# AIM OF THE EXERCISE
Every line holding the string "Plain" should be copied out of the listing.

• • • • • • •

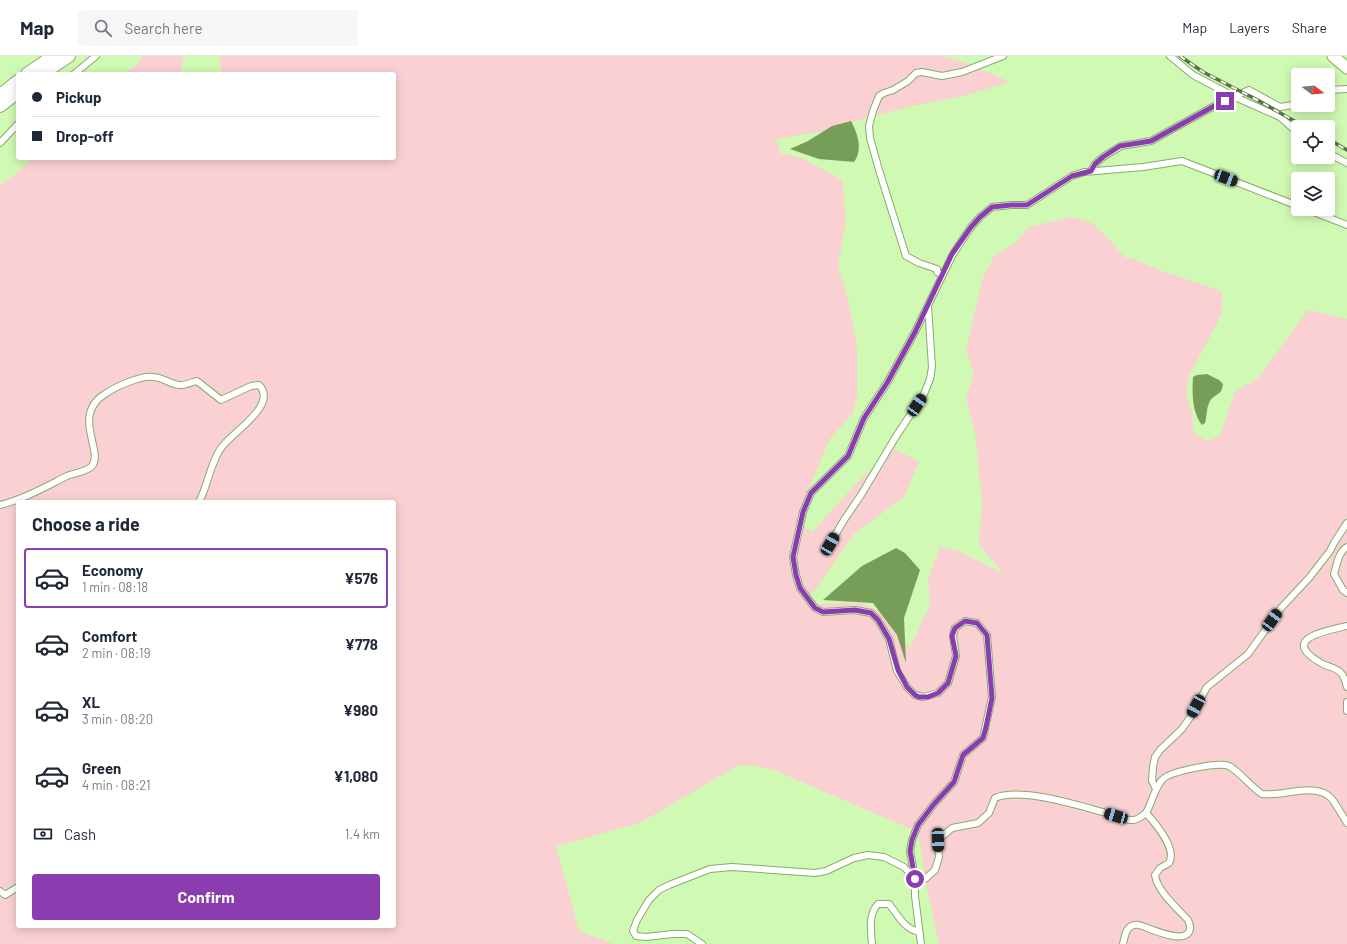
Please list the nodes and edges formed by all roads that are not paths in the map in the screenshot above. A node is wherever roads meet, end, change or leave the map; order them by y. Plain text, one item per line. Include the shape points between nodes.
1 (53, 56) edge
2 (69, 56) edge
3 (96, 56) edge
4 (1003, 56) edge
5 (1170, 56) edge
6 (1333, 56) edge
7 (1347, 68) edge
8 (30, 72) edge
9 (45, 72) edge
10 (76, 72) edge
11 (16, 83) edge
12 (1347, 89) edge
13 (1335, 90) edge
14 (16, 94) edge
15 (0, 95) edge
16 (1234, 97) junction
17 (1291, 105) edge
18 (0, 106) edge
19 (16, 126) edge
20 (1291, 127) edge
21 (0, 143) edge
22 (1335, 157) edge
23 (1347, 163) edge
24 (1091, 171) junction
25 (1291, 203) edge
26 (1324, 216) edge
27 (1347, 225) edge
28 (942, 274) junction
29 (928, 304) junction
30 (16, 500) edge
31 (16, 500) edge
32 (200, 500) edge
33 (0, 505) edge
34 (1347, 523) edge
35 (830, 544) dead end
36 (1347, 547) edge
37 (1347, 593) edge
38 (1347, 626) edge
39 (1347, 687) edge
40 (1347, 702) edge
41 (1347, 711) edge
42 (1156, 790) junction
43 (1146, 813) junction
44 (1347, 823) edge
45 (915, 879) junction
46 (16, 888) edge
47 (0, 891) edge
48 (919, 932) junction
49 (702, 944) edge
50 (872, 944) edge
51 (921, 944) edge
52 (1123, 944) edge

1 - 8 highway
2 - 9 highway
3 - 10 street
4 - 28 street via 962,72 942,76 916,73 908,81 879,96 872,111 870,138 906,256 937,269 937,272
5 - 16 street via 1192,75
6 - 7 highway
11 - 15 highway
12 - 13 street
14 - 18 highway
16 - 17 street via 1249,90 1280,107
16 - 20 street via 1280,117
16 - 24 street via 1151,141 1120,146 1103,157
19 - 21 street
22 - 23 street
24 - 25 street via 1182,161
24 - 28 street via 1072,176 1027,205 992,207 971,227
26 - 27 street
28 - 29 street
29 - 35 street via 932,351 930,380 924,394
29 - 45 street via 887,383 864,418 848,456 811,493 803,512 793,557 800,588 815,608 823,612 855,610 871,613 878,620 889,639 898,670 907,687 919,697 938,693 948,683 956,656 952,636 955,628 965,621 977,623 987,635 992,698 983,738 963,755 954,782 918,825 910,851
30 - 33 street
31 - 32 street via 92,466 95,457 88,421 92,407 105,393 144,377 153,376 180,385 197,381 221,400 251,386 259,385 264,395 261,407 221,448 211,467
34 - 42 street via 1330,551 1281,608 1248,654 1207,687 1182,729 1160,750 1153,767 1152,781
36 - 37 street via 1340,555 1334,574
38 - 39 street via 1311,636 1305,642 1304,649 1322,664 1342,673
40 - 41 street
42 - 43 street
42 - 44 street via 1162,779 1182,770 1223,765 1228,766 1262,794 1310,790 1325,794
43 - 45 street via 1137,819 1129,820 1032,796 1002,795 995,798 989,813 978,823 952,828 938,840 939,857 935,870 925,879
43 - 52 street via 1156,824 1171,855 1169,863 1160,868 1155,875 1156,880 1188,920 1190,930 1180,938 1134,924 1126,931
45 - 48 street
45 - 49 street via 904,867 884,857 868,855 815,873 732,867 710,869 659,890 649,900 633,931 636,936 646,937 687,934
46 - 47 street via 5,895
48 - 50 street via 904,924 889,904 878,904 871,924
48 - 51 street

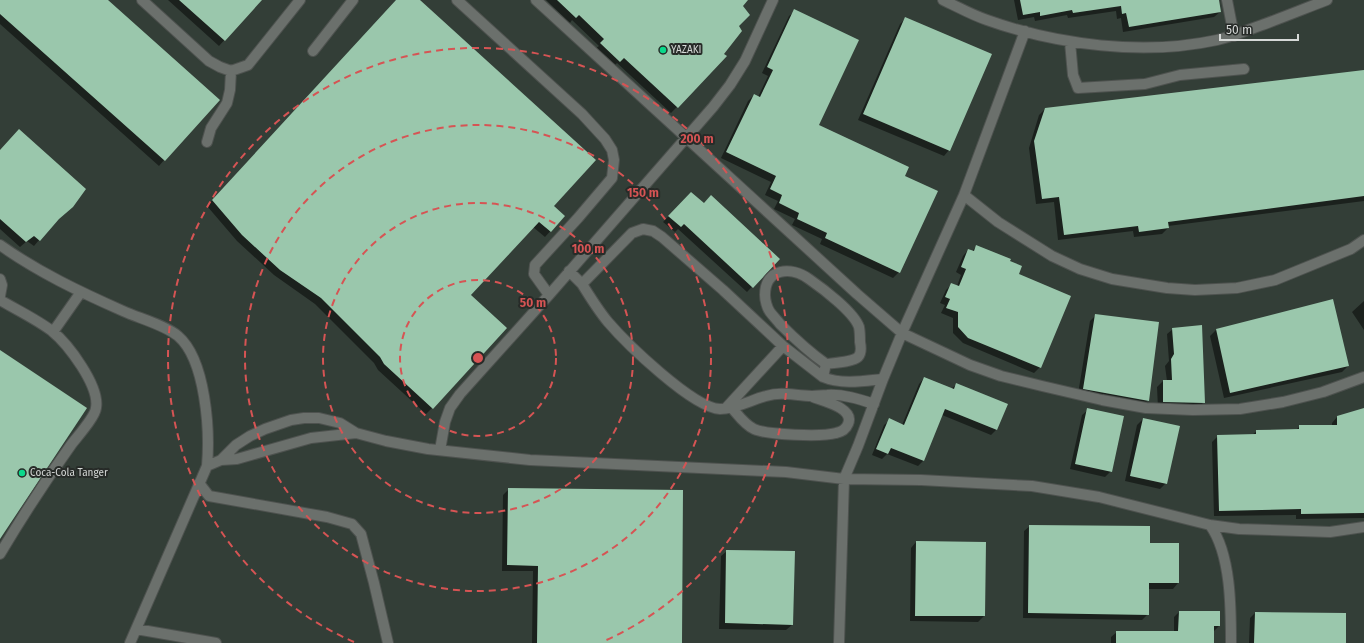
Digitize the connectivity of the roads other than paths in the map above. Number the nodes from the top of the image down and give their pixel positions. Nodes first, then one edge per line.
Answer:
1 (142, 0) edge
2 (300, 0) edge
3 (353, 0) edge
4 (457, 0) edge
5 (536, 0) edge
6 (773, 0) edge
7 (943, 0) edge
8 (1227, 0) edge
9 (1327, 0) edge
10 (1024, 31) junction
11 (1234, 36) junction
12 (1070, 42) junction
13 (313, 51) dead end
14 (1244, 69) dead end
15 (232, 71) junction
16 (687, 138) junction
17 (207, 142) dead end
18 (964, 195) junction
19 (1364, 240) edge
20 (0, 245) edge
21 (570, 271) junction
22 (0, 280) edge
23 (582, 284) junction
24 (81, 292) junction
25 (549, 295) junction
26 (0, 296) edge
27 (0, 300) edge
28 (52, 332) junction
29 (902, 333) junction
30 (783, 346) junction
31 (826, 364) junction
32 (824, 377) junction
33 (1364, 377) edge
34 (883, 379) junction
35 (811, 396) junction
36 (874, 404) junction
37 (729, 408) junction
38 (356, 433) junction
39 (440, 450) junction
40 (222, 460) junction
41 (207, 466) junction
42 (844, 479) junction
43 (200, 483) junction
44 (1210, 526) junction
45 (1364, 527) edge
46 (0, 554) edge
47 (136, 629) junction
48 (130, 643) edge
49 (216, 643) edge
50 (388, 643) edge
51 (839, 643) edge
52 (1231, 643) edge

1 - 15 street
2 - 15 street
3 - 13 street
4 - 25 street
5 - 16 street
6 - 16 street
7 - 10 street
8 - 11 street
9 - 11 street
10 - 12 street
10 - 18 street
11 - 12 street
12 - 14 street
15 - 17 street
16 - 21 street
16 - 29 street
18 - 19 street
18 - 29 street
20 - 24 street
21 - 23 street
21 - 25 street
22 - 26 street
23 - 30 street
23 - 37 street
24 - 28 street
24 - 41 street
25 - 39 street
27 - 28 street
28 - 46 street
29 - 33 street
29 - 34 street
30 - 32 street
30 - 37 street
31 - 31 street
31 - 32 street
32 - 34 street
34 - 36 street
35 - 36 street
35 - 37 street
35 - 37 street
36 - 42 street
38 - 39 street
38 - 40 street
38 - 40 street
39 - 42 street
40 - 41 street
41 - 43 street
42 - 44 street
42 - 51 street
43 - 47 street
43 - 50 street
44 - 45 street
44 - 52 street
47 - 48 street
47 - 49 street

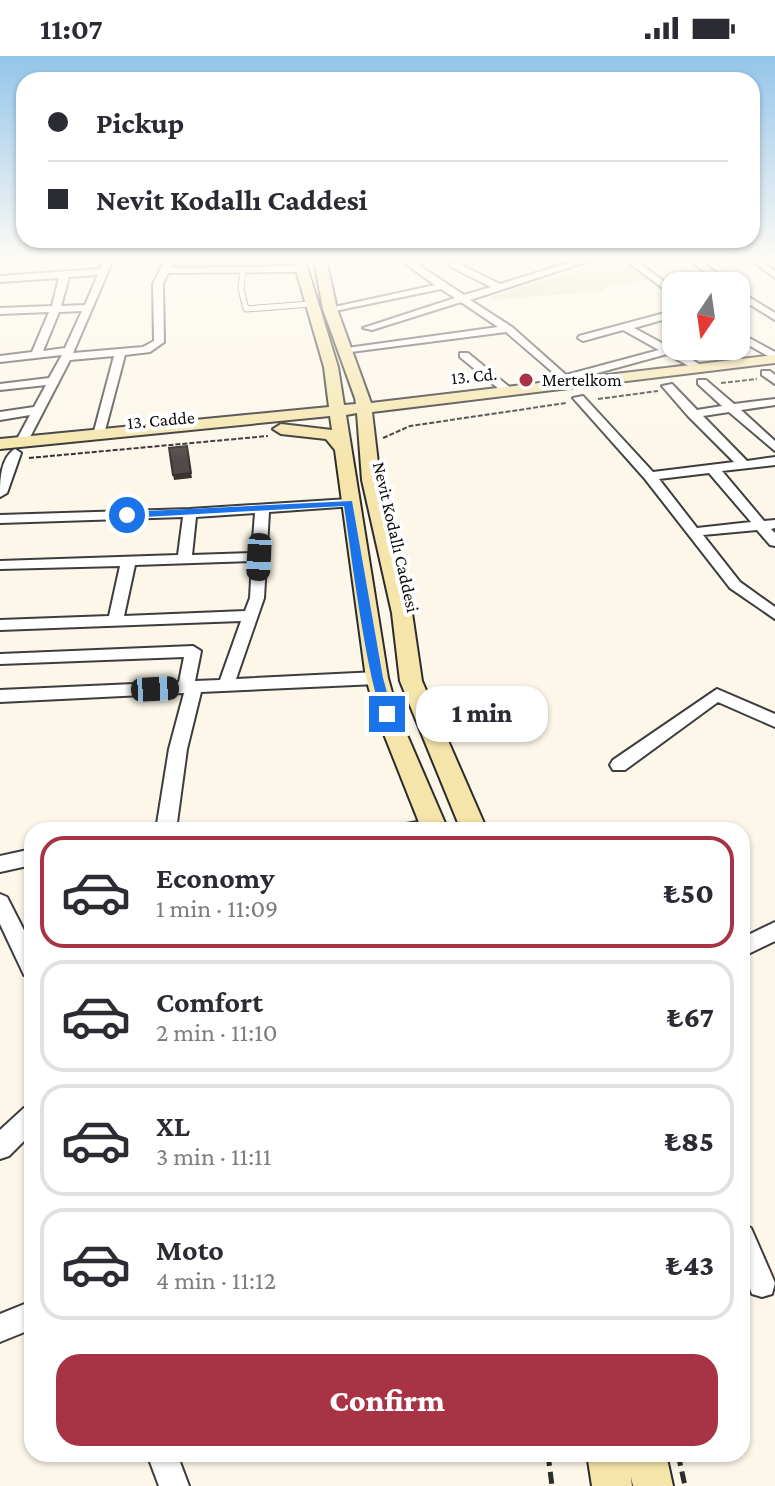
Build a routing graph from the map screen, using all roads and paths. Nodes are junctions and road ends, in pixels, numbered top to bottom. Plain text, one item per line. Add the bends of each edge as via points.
1 (48, 327) edge
2 (80, 327) edge
3 (159, 327) edge
4 (315, 327) edge
5 (337, 327) edge
6 (372, 327) edge
7 (389, 327) edge
8 (504, 327) edge
9 (625, 327) joint
10 (368, 328) dead end
11 (445, 328) dead end
12 (508, 329) junction
13 (456, 336) junction
14 (595, 346) dead end
15 (386, 347) junction
16 (662, 348) edge
17 (750, 348) edge
18 (347, 351) junction
19 (120, 352) junction
20 (662, 352) edge
21 (68, 354) junction
22 (608, 354) dead end
23 (36, 355) junction
24 (464, 355) dead end
25 (0, 359) edge
26 (679, 360) edge
27 (621, 362) junction
28 (773, 370) edge
29 (703, 379) junction
30 (54, 381) junction
31 (0, 387) edge
32 (669, 388) junction
33 (574, 391) junction
34 (509, 392) junction
35 (460, 397) junction
36 (425, 401) junction
37 (775, 402) edge
38 (333, 404) junction
39 (366, 404) junction
40 (731, 408) junction
41 (38, 410) junction
42 (692, 414) junction
43 (0, 416) edge
44 (281, 427) junction
45 (245, 432) junction
46 (99, 435) junction
47 (380, 442) dead end
48 (0, 444) edge
49 (775, 447) edge
50 (12, 452) edge
51 (345, 452) junction
52 (775, 461) edge
53 (744, 465) junction
54 (714, 470) junction
55 (650, 476) junction
56 (2, 479) edge
57 (0, 493) edge
58 (349, 503) junction
59 (262, 508) junction
60 (190, 513) junction
61 (0, 519) edge
62 (775, 524) edge
63 (759, 526) junction
64 (694, 532) junction
65 (775, 542) edge
66 (259, 557) junction
67 (184, 561) junction
68 (128, 562) junction
69 (0, 565) edge
70 (772, 610) edge
71 (251, 616) junction
72 (115, 623) junction
73 (0, 625) edge
74 (0, 659) edge
75 (377, 678) junction
76 (226, 685) junction
77 (190, 687) junction
78 (0, 696) edge
79 (775, 721) edge
80 (619, 765) dead end
81 (167, 822) edge
82 (432, 822) edge
83 (471, 822) edge
84 (24, 859) edge
85 (0, 864) edge
86 (0, 903) edge
87 (775, 931) edge
88 (750, 944) edge
89 (24, 952) edge
90 (24, 1124) edge
91 (0, 1147) edge
92 (750, 1256) edge
93 (762, 1284) dead end
94 (24, 1318) edge
95 (0, 1328) edge
96 (165, 1462) edge
97 (549, 1462) edge
98 (608, 1462) edge
99 (648, 1462) edge
100 (680, 1462) edge
101 (174, 1486) edge
102 (552, 1486) edge
103 (612, 1486) edge
104 (653, 1486) edge
105 (685, 1486) edge

1 - 23 street
2 - 21 street
3 - 19 street via 159,342 146,350
4 - 38 main road, Nevit Kodallı Caddesi
5 - 18 main road, Nevit Kodallı Caddesi
6 - 10 street
7 - 15 street via 398,336
8 - 12 street
9 - 14 street via 583,338
9 - 16 street
11 - 13 street
12 - 13 street
12 - 33 street
13 - 15 street
15 - 18 street
17 - 28 street
18 - 39 main road, Nevit Kodallı Caddesi
19 - 21 street
19 - 46 street
20 - 27 street
21 - 23 street
21 - 30 street
22 - 27 street
23 - 25 street
24 - 34 street
26 - 29 street
27 - 33 street
28 - 29 main road, 13. Cd.
28 - 29 path
29 - 32 main road, 13. Cd.
29 - 33 main road, 13. Cd.
29 - 40 street
30 - 31 street
30 - 41 street
32 - 33 main road, 13. Cd.
32 - 33 path, Nevit Kodallı Caddesi
32 - 42 street
33 - 34 main road, 13. Cd.
33 - 39 main road, 13. Cd.
33 - 47 path, Nevit Kodallı Caddesi via 410,426
33 - 55 street
34 - 35 main road, 13. Cd.
35 - 36 main road, 13. Cd.
35 - 39 main road via 447,404 401,410
36 - 39 main road, 13. Cd.
36 - 39 main road via 374,397
37 - 40 street
38 - 39 main road, 13. Cd.
38 - 44 main road, 13. Cadde
38 - 44 main road via 327,400
38 - 45 main road via 309,422
38 - 51 main road, Nevit Kodallı Caddesi
39 - 83 main road, Nevit Kodallı Caddesi via 371,480 402,613 411,681
40 - 42 street
40 - 49 street
41 - 43 street
41 - 50 street
42 - 53 street
44 - 45 main road, 13. Cadde
44 - 46 main road, 13. Cadde
44 - 50 path, 13. Cadde
44 - 51 main road via 332,435
45 - 50 main road, 13. Cadde
46 - 50 main road, 13. Cadde
48 - 50 main road, 13. Cadde
50 - 56 street
51 - 58 main road, Nevit Kodallı Caddesi
52 - 53 street
53 - 54 street
54 - 55 street
54 - 63 street
55 - 64 street
56 - 57 street
58 - 59 street
58 - 75 main road, Nevit Kodallı Caddesi
59 - 60 street
59 - 66 street
60 - 61 street
60 - 67 street
62 - 63 street
63 - 64 street
63 - 65 street
64 - 70 street via 735,585
66 - 67 street
66 - 71 street
67 - 68 street
68 - 69 street
68 - 72 street
71 - 72 street
71 - 76 street
72 - 73 street
74 - 77 street via 193,651
75 - 76 street
75 - 82 main road, Nevit Kodallı Caddesi
76 - 77 street
77 - 78 street
77 - 81 street
79 - 80 street via 717,695
84 - 85 street
86 - 89 street
87 - 88 street
90 - 91 street
92 - 93 street
94 - 95 street
96 - 101 street
97 - 102 path
98 - 103 main road
99 - 104 main road
100 - 105 path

• • • • • • •

# TASK RESULT
Please list the nodes and edges formed by all roads that are not paths in the map in the screenshot above. A node is wherever roads meet, end, change or leave the map; order them by y. Plain text, one item per line. Include the shape points between nodes.
Build a routing graph from the map screen, using all roads and paths. Nodes are junctions and road ends, in pixels, numbered top to bottom. Plain text, one item per line. Add the bends of each edge as via points.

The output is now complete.